The CHAIRMAN. The committee will be in order.

The President of the Mississippi River Commission, General Crawford, was on the stand when the committee adjourned yesterday. General Crawford, you may proceed and complete your statement, with any observations you may care to submit in addition to those you have already brought to the attention of the committee.


MISSISSIPPI RIVER COMMISSION General CRAWFORD. In connection with the estimates, the rise in cost of construction which I mentioned yesterday afternoon, I merely wanted to add that that increased cost of doing work applies in the same manner to maintenance work as it does to construction work.

The CHAIRMAN. Now, for the record, just repeat substantially the additional costs that you are encountering.

General CRAWFORD. We have reestimated the cost of completing the authorized portions of the project in the light of present costs, and find that it represents an increase of approximately 37 percent; in other words, the total of $479,725,000 instead of the $350,776,000 still unappropriated under our initial authorization.

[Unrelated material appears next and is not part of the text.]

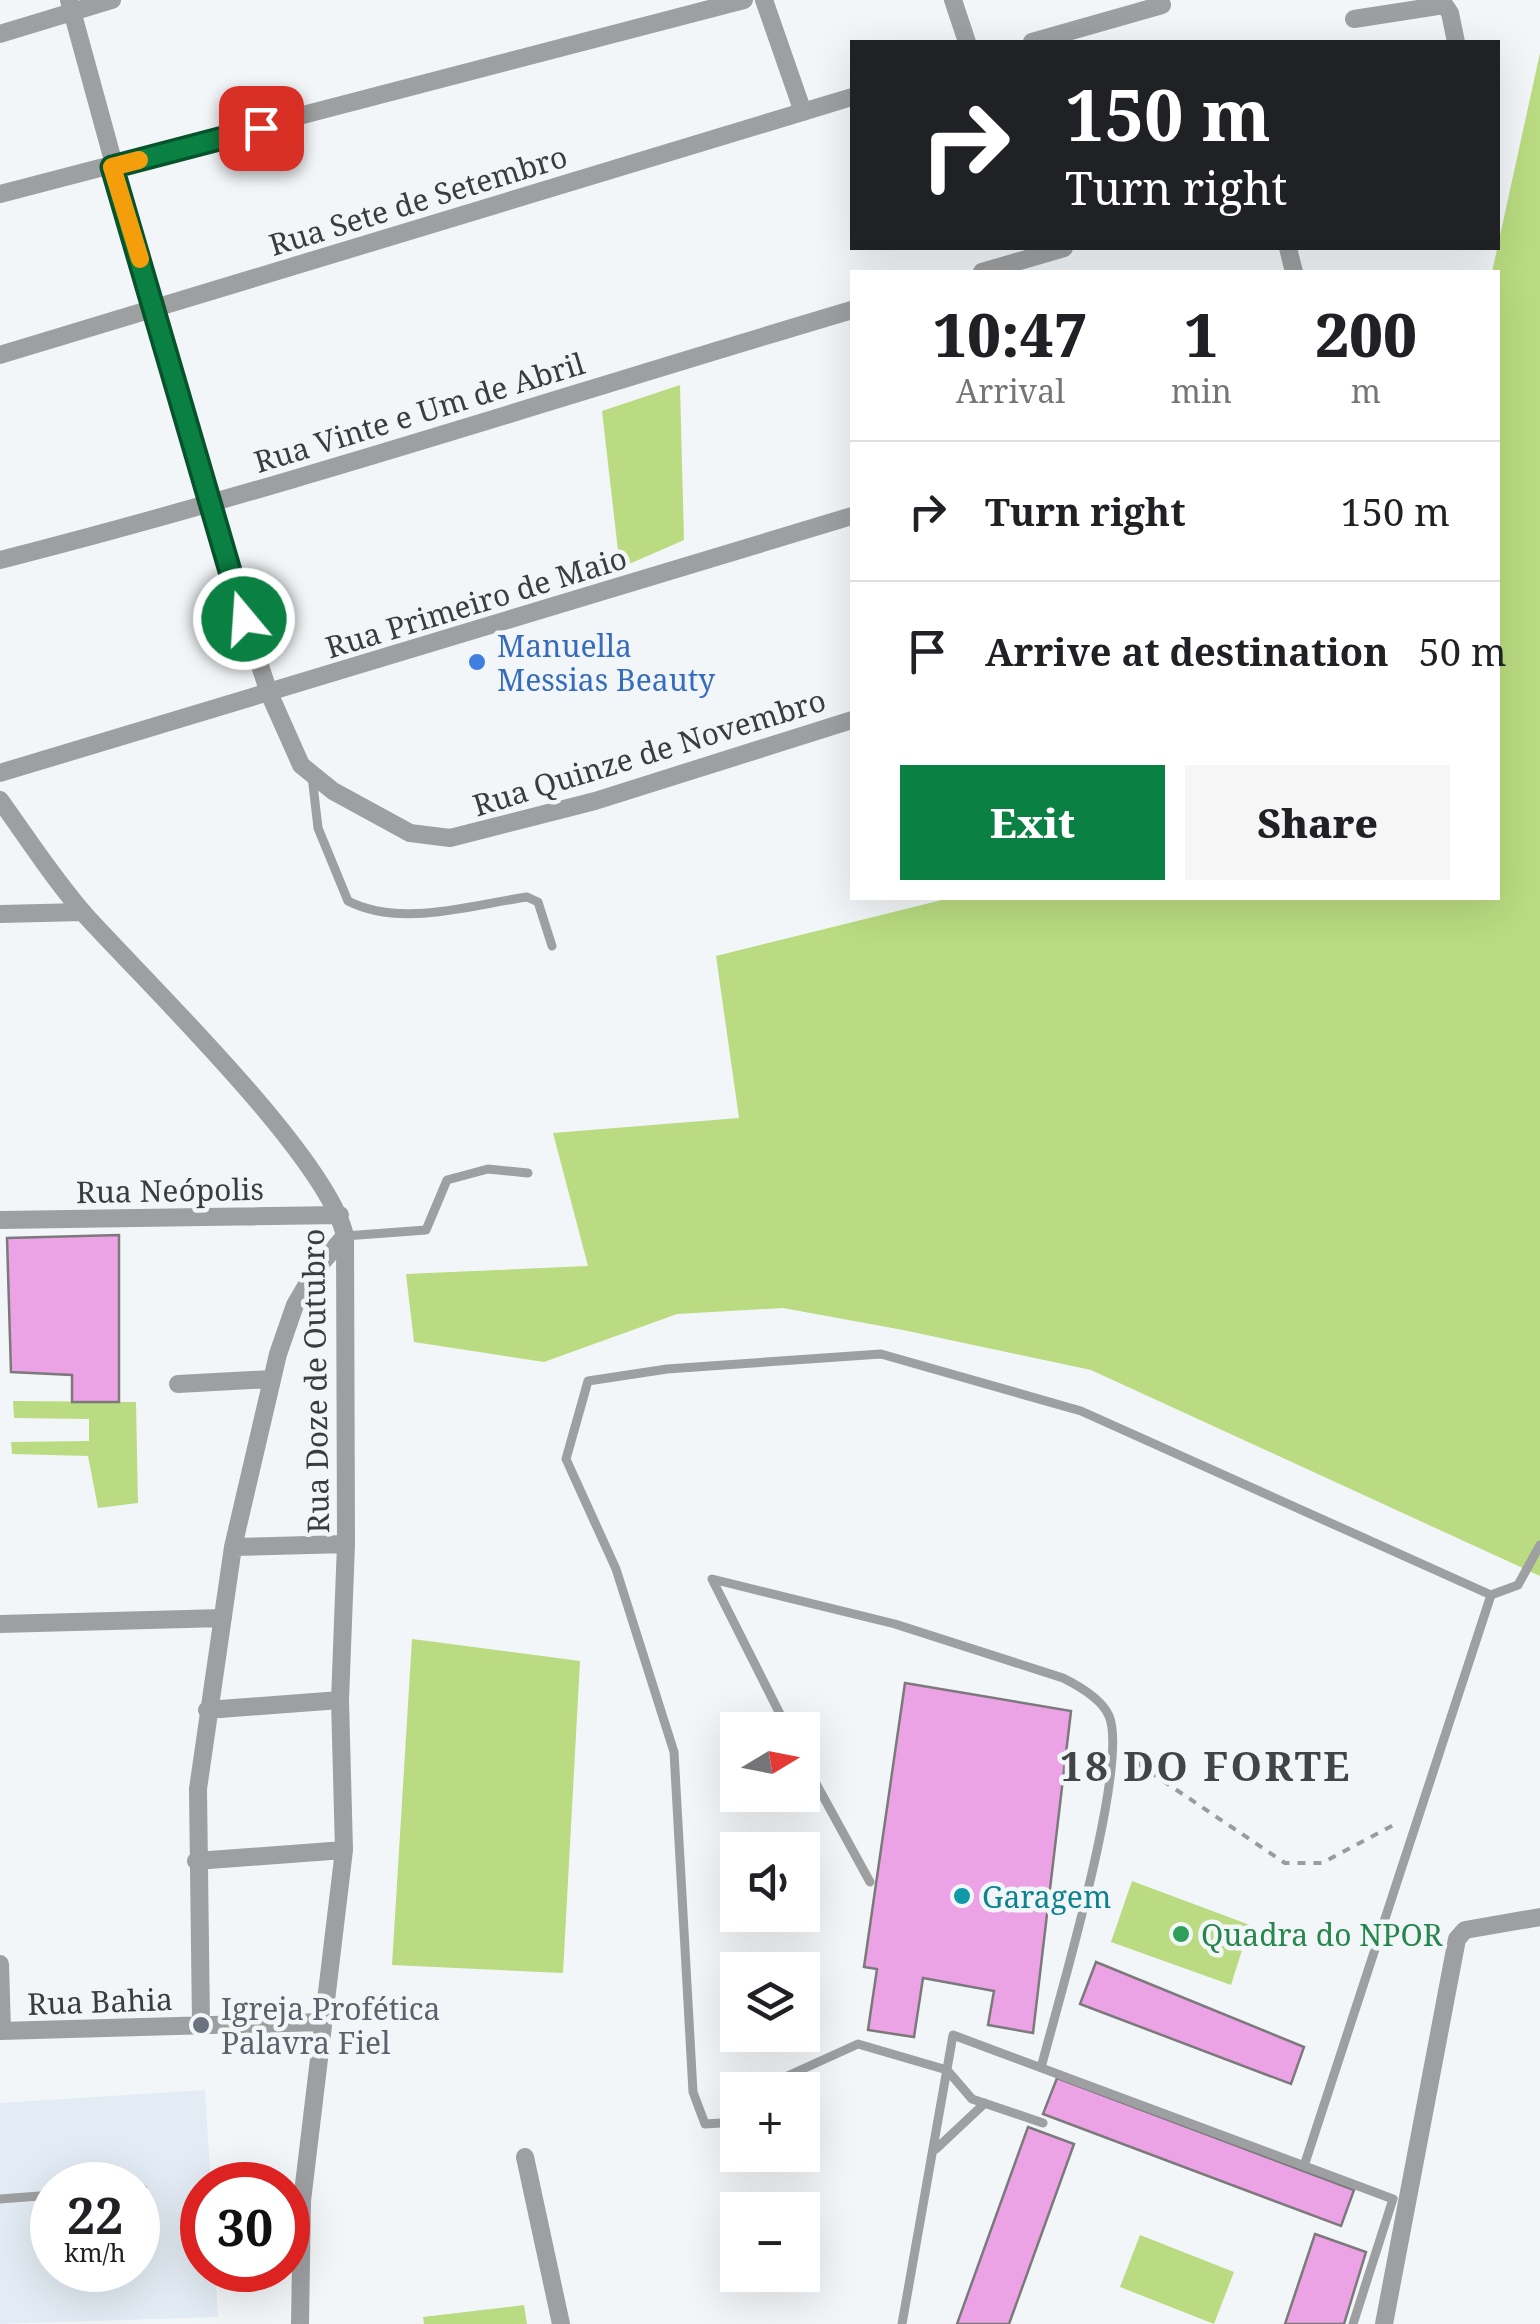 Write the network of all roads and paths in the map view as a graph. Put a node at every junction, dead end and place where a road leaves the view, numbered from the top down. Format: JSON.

The CHAIRMAN. I refer more particularly to the percentage increase. General CRAWFORD. Approximately 37 percent over all. The CHAIRMAN. You may proceed. General CRAWFORD. I wish to mention too, for the record, some trouble we have had with roads, particularly across the Arkabutla Reservoir where we had provided funds to reconstruct county roads, and has constructed State roads, and as a result of the very high water that we experienced this year those roads all suffered damage that we had not foreseen which will require some remedial action and possibly, some additional authority for the repair, in view of the fact that we had a closed case with those agencies and had paid under agreement for the construction of these roads.

The CHAIRMAN. In that connection, and in that regard, the same situation would probably obtain in other reservoir areas? General CRAWFORD. Yes, sir. The CHAIRMAN. That was largely due to what we call wave wash?